According to another embodiment, a condensing furnace includes a heat exchanger having an inlet and an outlet, wherein a first fluid flows through the heat exchanger and a second fluid flows around an exterior of the heat exchanger; and a turbulator positioned within the heat exchanger, the turbulator extending at least a portion of a length of the heat exchanger, the turbulator including: a generally flat rectangular sheet; and a plurality of turbulence generating elements formed integrally with the rectangular sheet and extending from a plane of the rectangular sheet into the first fluid flow, such that a disturbance is created in the first fluid flow adjacent each turbulence generating element.
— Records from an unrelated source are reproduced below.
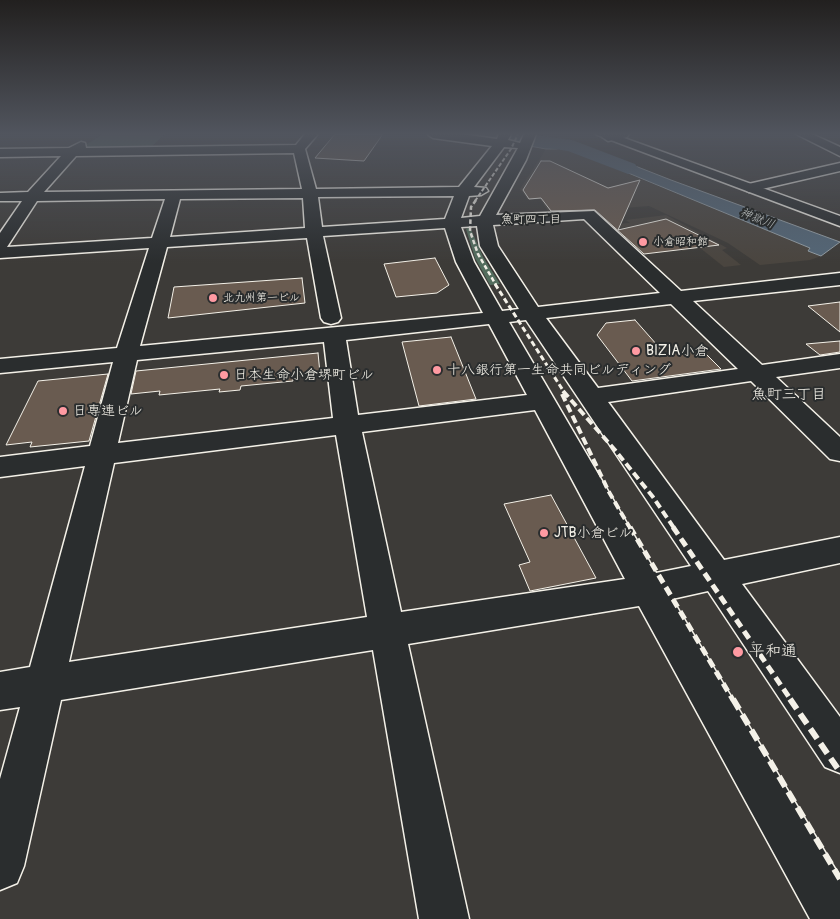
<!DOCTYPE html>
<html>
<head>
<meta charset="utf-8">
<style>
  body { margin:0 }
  canvas { display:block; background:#3d3b38 }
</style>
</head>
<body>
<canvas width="840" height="919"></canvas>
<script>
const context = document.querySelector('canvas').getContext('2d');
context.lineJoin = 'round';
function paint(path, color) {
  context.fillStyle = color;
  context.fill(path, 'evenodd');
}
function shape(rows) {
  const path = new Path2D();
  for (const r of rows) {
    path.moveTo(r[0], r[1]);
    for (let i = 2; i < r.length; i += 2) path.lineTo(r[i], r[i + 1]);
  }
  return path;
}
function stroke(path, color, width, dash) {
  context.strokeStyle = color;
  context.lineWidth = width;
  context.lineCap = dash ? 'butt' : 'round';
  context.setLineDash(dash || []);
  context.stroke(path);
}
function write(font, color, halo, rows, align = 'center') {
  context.font = font + ' Pangolin,"Klee One",sans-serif';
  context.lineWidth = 4;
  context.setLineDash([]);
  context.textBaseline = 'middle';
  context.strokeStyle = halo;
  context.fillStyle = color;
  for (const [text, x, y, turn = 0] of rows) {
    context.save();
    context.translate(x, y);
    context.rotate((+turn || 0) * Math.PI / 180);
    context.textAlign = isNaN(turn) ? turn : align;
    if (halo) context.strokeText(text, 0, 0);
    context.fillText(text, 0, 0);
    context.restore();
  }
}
const built = shape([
  [546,149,569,150,811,248,808,251,821,256,810,260,760,265,728,243,649,206,550,214,540,199,528,200,520,189],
  [666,215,727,248,722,250,741,265,724,267,699,247,683,251,637,226,607,229,603,225,630,223,626,220]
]);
const green = shape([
  [102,134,165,134,148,150,79,150],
  [470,227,483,257,500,284,490,285,475,258,466,229]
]);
const water = shape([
  [465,134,515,134,574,143,557,149,546,149,465,134],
  [579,144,671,180,840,242,821,256,808,251,810,248,570,149,579,144]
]);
const river = shape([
  [480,134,529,134,572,140,635,164,638,168,635,172,628,174,568,151,489,139,483,138,480,134]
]);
const building = shape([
  [335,134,383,134,364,161,315,158,335,134],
  [541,161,550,161,608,188,640,180,618,230,666,219,719,245,644,254,595,210,551,211,541,198,529,199,523,190,541,161],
  [435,258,449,285,437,293,396,297,384,264,435,258],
  [302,278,305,303,168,318,174,287,302,278],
  [840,302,840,332,808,306,840,302],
  [635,320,665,354,701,349,721,369,632,381,597,335,606,323,635,320],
  [451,337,476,399,419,406,402,342,451,337],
  [840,341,840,352,820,355,806,344,840,341],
  [318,353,320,373,293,376,293,381,241,386,240,390,219,392,220,389,159,395,160,391,131,394,136,371,318,353],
  [108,374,89,441,30,447,32,442,6,445,38,381,108,374],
  [551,495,596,578,530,591,519,565,530,562,504,504,551,495]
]);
const minor = shape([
  [305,134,318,134,305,149,316,189,459,187,492,146,433,138,427,134,461,134,497,139,499,134,511,134,508,140,520,143,524,134,536,134,526,160,496,215,594,211,681,291,840,273,840,285,693,301,762,365,840,354,840,368,776,377,840,437,840,461,830,459,751,381,608,402,724,560,840,537,840,563,742,584,840,717,840,773,825,767,708,591,672,599,840,877,840,919,810,919,639,606,408,644,469,919,419,919,373,650,61,700,24,866,17,883,0,890,0,779,20,707,0,710,0,672,30,667,85,466,0,477,0,457,90,446,113,362,0,373,0,359,117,348,149,248,0,258,0,233,22,201,0,201,0,193,28,192,61,156,0,157,0,149,69,148,81,142,85,143,86,148,296,145,305,134],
  [504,147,518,148,480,216,461,218,469,196,481,195,488,191,486,188,474,187,504,147],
  [294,153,302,189,44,192,76,156,294,153],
  [454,196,445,219,322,227,318,197,454,196],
  [303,198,305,228,170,237,180,199,303,198],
  [165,199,152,238,7,247,37,201,165,199],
  [584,219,660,293,538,307,498,246,493,225,584,219],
  [477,226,480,246,519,309,502,311,474,262,461,227,477,226],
  [445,228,456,262,483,313,140,346,167,247,307,238,321,318,324,322,331,324,338,322,341,318,323,236,445,228],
  [671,304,738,369,598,388,546,318,671,304],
  [526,320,691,566,656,573,509,322,526,320],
  [489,324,527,395,358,415,346,340,489,324],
  [324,342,333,418,118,443,137,360,324,342],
  [535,410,625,579,401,612,362,432,535,410],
  [336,435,367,617,69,662,114,463,336,435],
  [604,134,629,134,627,137,608,141,602,137,604,134],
  [796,134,812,134,840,147,840,156,796,134],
  [840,163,840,171,749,192,742,188,744,185,840,163]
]);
const major = shape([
  [595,134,613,134,840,216,840,226,595,134]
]);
const railFar5 = shape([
  [475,201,511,149,518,134]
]);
const railFar4 = shape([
  [476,200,471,207,470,231,478,254,496,285]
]);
const railFar3 = shape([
  [495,284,564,392]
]);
const railFar2 = shape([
  [563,391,615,450,653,497,674,528],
  [562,394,609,492,630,528]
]);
const railFar1 = shape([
  [630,527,733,700],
  [673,527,791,700]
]);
const rail = shape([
  [733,699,840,879],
  [790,699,840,772]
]);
const markers = [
  [643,242,5,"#ff9aa2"],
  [213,298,5,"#ff9aa2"],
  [636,351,5,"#ff9aa2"],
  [437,370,5,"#ff9aa2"],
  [224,375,5,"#ff9aa2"],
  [63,411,5,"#ff9aa2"],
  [544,533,5,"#ff9aa2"],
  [738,652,6,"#ff9aa2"]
];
const farPoinames = [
  ["小倉昭和館",653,242],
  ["北九州第一ビル",223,298]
];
const farWaternames = [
  ["神獄川",757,219,22]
];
const farNeighbourhoodnames = [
  ["魚町四丁目",531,220]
];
const poiNames = [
  ["BIZIA小倉",646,351],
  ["十八銀行第一生命共同ビルディング",447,370],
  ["日本生命小倉堺町ビル",234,375],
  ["日専連ビル",73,411],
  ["JTB小倉ビル",554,533]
];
const neighbourhoodNames = [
  ["魚町三丁目",789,395]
];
const nearPoinames = [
  ["平和通",749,652]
];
paint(built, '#4a453f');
paint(green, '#536d5d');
paint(water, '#546676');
stroke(water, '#949ea4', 1);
paint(river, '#546676');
paint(building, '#695b50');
stroke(building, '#f4f1e8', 1);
stroke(minor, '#f4f1e8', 3);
stroke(major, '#f4f1e8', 3);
paint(minor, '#2a2d2e');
paint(major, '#2a2d2e');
stroke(railFar5, '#f4f1e8', 2, [4, 2]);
stroke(railFar4, '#f4f1e8', 2.5, [4.5, 2.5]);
stroke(railFar3, '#f4f1e8', 3, [5.5, 3]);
stroke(railFar2, '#f4f1e8', 4, [8, 4]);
stroke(railFar1, '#f4f1e8', 5, [9, 5]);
stroke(rail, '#f4f1e8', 6, [12, 6]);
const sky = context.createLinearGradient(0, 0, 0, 263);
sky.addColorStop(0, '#22201f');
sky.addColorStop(0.51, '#51555e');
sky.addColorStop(1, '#51555e00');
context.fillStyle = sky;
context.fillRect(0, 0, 840, 263);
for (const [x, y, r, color] of markers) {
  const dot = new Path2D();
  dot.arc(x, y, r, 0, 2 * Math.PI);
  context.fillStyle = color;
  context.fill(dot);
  stroke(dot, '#2a2d2e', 2);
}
write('11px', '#f4f1e8', '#2a2d2e', farPoinames, 'left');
write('italic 12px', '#b4b9ba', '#2a2d2e', farWaternames);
write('12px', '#f4f1e8', '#2a2d2e', farNeighbourhoodnames);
write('14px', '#f4f1e8', '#2a2d2e', poiNames, 'left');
write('15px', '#f4f1e8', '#2a2d2e', neighbourhoodNames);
write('16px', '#f4f1e8', '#2a2d2e', nearPoinames, 'left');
</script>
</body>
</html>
According to another embodiment, a heat exchanger includes a plurality of heat exchanger tubes, wherein a first fluid flows through each heat exchanger tube and a second fluid flows around an exterior of each heat exchanger tube; and a turbulator disposed in one of the heat exchanger tubes and extending at least a portion of a length of the heat exchanger tube, the turbulator including a generally flat sheet of material having a substantially non-linear contour configured to interrupt a flow of the first fluid through the heat exchanger tube.
According to another embodiment, a condensing furnace includes a heat exchanger having an inlet and an outlet, wherein a first fluid flows through the heat exchanger and a second fluid flows around an exterior of the heat exchanger; and a turbulator positioned within the heat exchanger, the turbulator extending at least a portion of a length of the heat exchanger, the turbulator including a generally flat sheet of material having a substantially non-linear contour configured to interrupt a flow of the first fluid through the heat exchanger tube.
These and other advantages and features will become more apparent from the following description taken in conjunction with the drawings.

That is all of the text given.